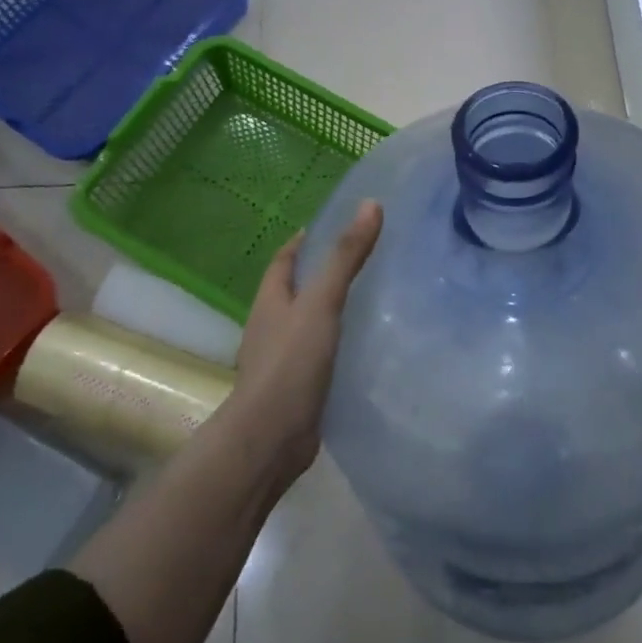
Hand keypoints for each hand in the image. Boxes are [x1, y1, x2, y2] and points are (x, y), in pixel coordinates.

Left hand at [228, 199, 384, 483]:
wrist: (271, 438)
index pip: (284, 259)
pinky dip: (336, 344)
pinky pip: (317, 355)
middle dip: (320, 274)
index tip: (332, 227)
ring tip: (369, 300)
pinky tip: (362, 348)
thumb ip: (345, 256)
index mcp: (270, 300)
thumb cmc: (291, 362)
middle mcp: (270, 326)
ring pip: (306, 324)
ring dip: (329, 311)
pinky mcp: (296, 388)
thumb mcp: (322, 302)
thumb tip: (371, 204)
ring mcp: (281, 360)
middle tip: (361, 261)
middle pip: (294, 291)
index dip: (304, 242)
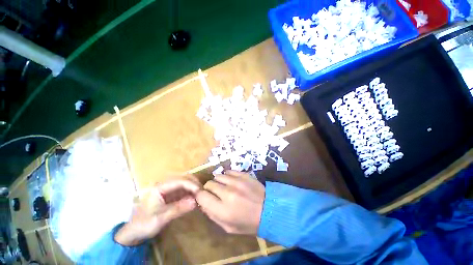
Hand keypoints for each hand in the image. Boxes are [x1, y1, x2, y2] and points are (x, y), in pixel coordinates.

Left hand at [115, 176, 200, 245]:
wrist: (133, 232)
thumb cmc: (144, 224)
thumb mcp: (160, 218)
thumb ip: (178, 208)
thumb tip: (195, 202)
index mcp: (160, 187)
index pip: (180, 181)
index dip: (191, 184)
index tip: (200, 192)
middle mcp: (165, 185)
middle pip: (183, 179)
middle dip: (194, 183)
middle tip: (203, 191)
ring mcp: (168, 189)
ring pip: (185, 183)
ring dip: (193, 187)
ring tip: (201, 194)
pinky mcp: (171, 195)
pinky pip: (183, 190)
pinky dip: (190, 193)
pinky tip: (195, 198)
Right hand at [196, 170, 264, 234]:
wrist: (269, 210)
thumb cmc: (248, 223)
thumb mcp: (228, 227)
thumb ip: (212, 215)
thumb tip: (203, 202)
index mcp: (223, 210)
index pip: (202, 196)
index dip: (200, 196)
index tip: (203, 197)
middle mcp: (228, 193)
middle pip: (209, 184)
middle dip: (209, 189)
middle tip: (215, 193)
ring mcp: (237, 181)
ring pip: (218, 176)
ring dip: (218, 182)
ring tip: (224, 187)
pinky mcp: (243, 175)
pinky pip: (228, 171)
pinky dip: (227, 176)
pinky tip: (232, 181)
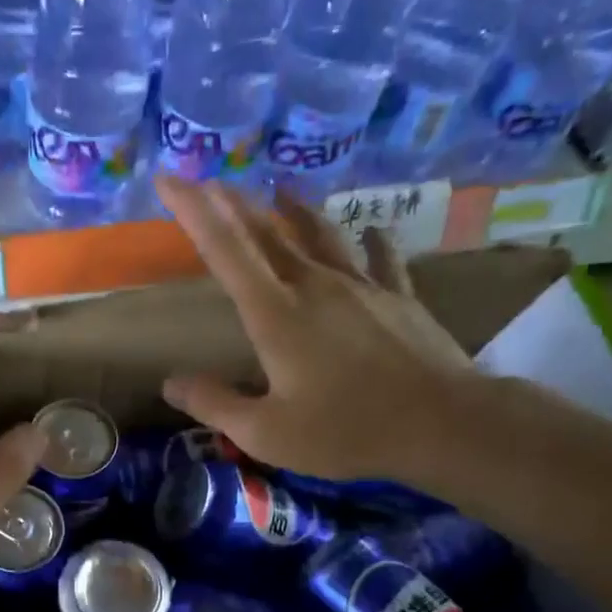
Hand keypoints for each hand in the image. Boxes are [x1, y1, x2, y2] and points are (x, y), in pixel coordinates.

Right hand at [155, 175, 478, 485]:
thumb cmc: (346, 431)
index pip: (224, 249)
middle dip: (233, 203)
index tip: (169, 179)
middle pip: (267, 233)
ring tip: (281, 190)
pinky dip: (372, 241)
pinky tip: (373, 230)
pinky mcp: (399, 297)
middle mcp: (315, 286)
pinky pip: (382, 258)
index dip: (192, 211)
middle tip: (210, 181)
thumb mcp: (266, 433)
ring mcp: (362, 286)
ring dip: (295, 211)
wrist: (443, 423)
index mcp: (275, 314)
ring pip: (321, 234)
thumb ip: (215, 404)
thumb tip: (171, 383)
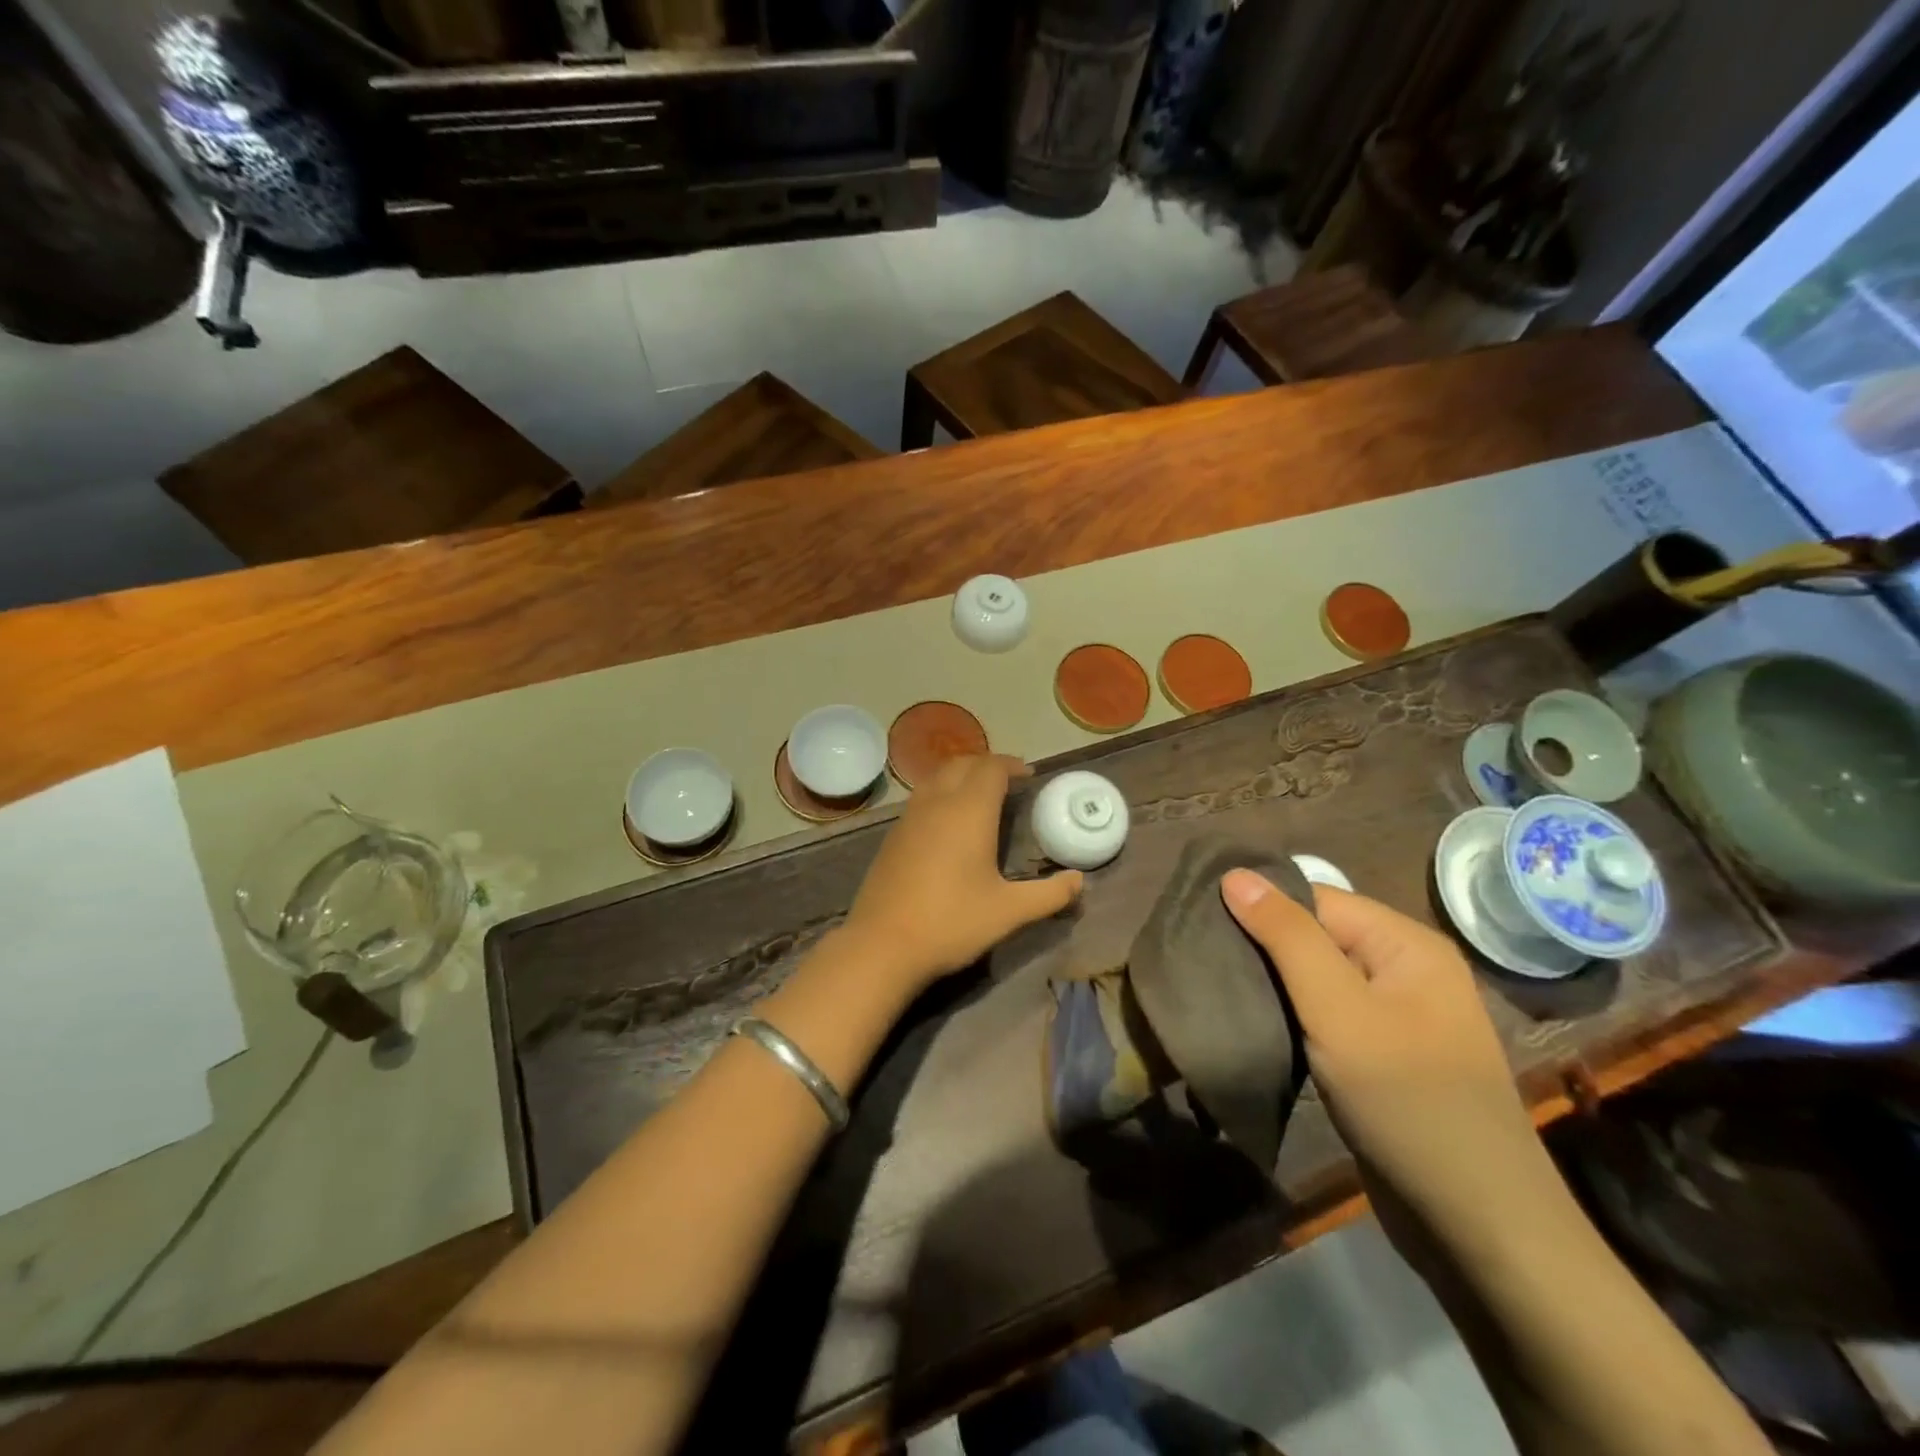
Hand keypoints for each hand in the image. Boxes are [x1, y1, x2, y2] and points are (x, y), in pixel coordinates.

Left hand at [843, 756, 1083, 990]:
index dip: (1012, 765)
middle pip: (962, 764)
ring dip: (961, 775)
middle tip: (1008, 781)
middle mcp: (937, 803)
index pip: (991, 768)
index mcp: (969, 811)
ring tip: (980, 795)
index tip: (1029, 776)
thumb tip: (1079, 881)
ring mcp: (910, 817)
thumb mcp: (1009, 912)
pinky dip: (941, 793)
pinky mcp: (893, 835)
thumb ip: (1049, 894)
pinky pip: (921, 797)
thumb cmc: (951, 922)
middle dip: (987, 765)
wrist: (882, 944)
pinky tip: (948, 822)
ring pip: (937, 777)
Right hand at [1220, 872, 1567, 1258]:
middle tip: (1200, 959)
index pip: (1315, 899)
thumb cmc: (1407, 1101)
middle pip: (1315, 936)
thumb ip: (1287, 937)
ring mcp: (1395, 1016)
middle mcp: (1404, 969)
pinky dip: (1290, 1016)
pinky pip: (1325, 1015)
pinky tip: (1253, 1023)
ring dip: (1271, 984)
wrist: (1477, 1226)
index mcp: (1405, 943)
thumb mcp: (1338, 1010)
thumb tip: (1236, 874)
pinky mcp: (1382, 1056)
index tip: (1201, 922)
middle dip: (1261, 947)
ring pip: (1315, 978)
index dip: (1260, 907)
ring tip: (1215, 987)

────────────────────

**EXERCISE AIM:** Lines in the listing above that contain the word "hand" must be copied; leave out the rest.

**ANSWER BOX:**
Hand keypoints for each hand in the image. Boxes are [x1, y1, x2, y2] and points are (x, y), in pixel coordinates.
Left hand at [228, 199, 384, 483]:
Hand keypoints for each hand in the image. Boxes are [x1, y1, x2, y2] and points are (x, y), in pixel coordinates.
Left hand at [115, 176, 200, 245]:
Right hand at [196, 170, 264, 234]:
Hand keypoints for each hand in the image. Boxes are [x1, y1, x2, y2] and points are (x, y), in pixel coordinates.
Right hand at [155, 175, 478, 485]:
Hand keypoints for each hand in the image. Boxes are [x1, y1, x2, y2] and points are (x, y), in pixel coordinates.
Left hand at [843, 756, 1083, 990]:
Right hand at [1220, 872, 1567, 1258]:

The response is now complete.